My grandchildren love playing Monopoly. The board game has become a great way for me to interact with them, and also a great way for them to see capitalism in all its imperfect glory. The problem: One of the cards a player may draw when landing on Community Chest is “Bank Error in Your Favor. Collect $200.” Right when we first started playing the game together, I removed that card from the set. I did so because it taught the wrong lesson. The proper thing to do when there is a bank error in your favor is to report it and return the money.

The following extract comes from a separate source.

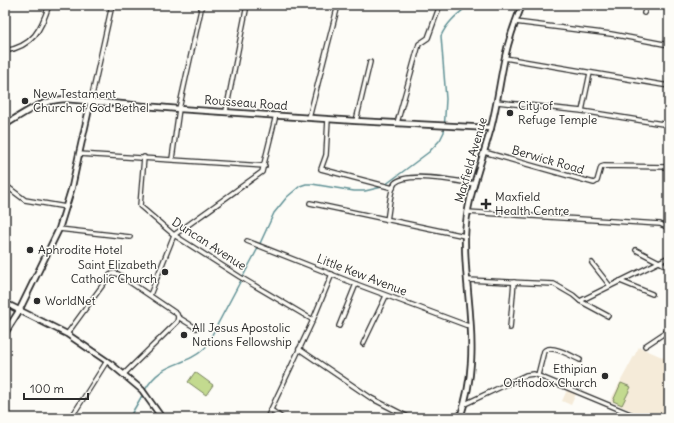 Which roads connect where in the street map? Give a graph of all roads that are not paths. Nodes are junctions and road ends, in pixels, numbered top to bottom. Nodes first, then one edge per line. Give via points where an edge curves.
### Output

My grandchildren have discovered the deletion and believe I am silly and old-fashioned. After all, it’s just a game, they say. I stand by my belief that the card should not be in the game; we learn all kinds of lessons from gameplay, and ethical decision-making should not be dismissed so easily. How tightly should play reinforce ethical behavior? Is a game a place where you can and should live in a different ethical world? — Victor Poleshuck
From the Ethicist:
I wonder whether your moral focus here is a tad narrow. We’re talking about a board game called Monopoly. Players succeed by dominating market segments and extracting ruinous rents — after they build on Boardwalk without so much as a wetland permit, let alone an environmental-impact review. It’s a world where incarceration is utterly normalized and rapacity is rewarded. And what troubles your conscience is the prospect that the bank gets shortchanged?
That’s not to single out this particular board game. In chess, white enjoys the inherent advantage of moving first, while knights refuse to go straight — so much to unpack. Battleship encourages the sinking of ships without the slightest effort at diplomacy. Risk is basically a primer on imperialism, urging players to conquer continents and subjugate foes. Clue trivializes violent homicide. Sorry sanitizes revenge, and — well, you could go on.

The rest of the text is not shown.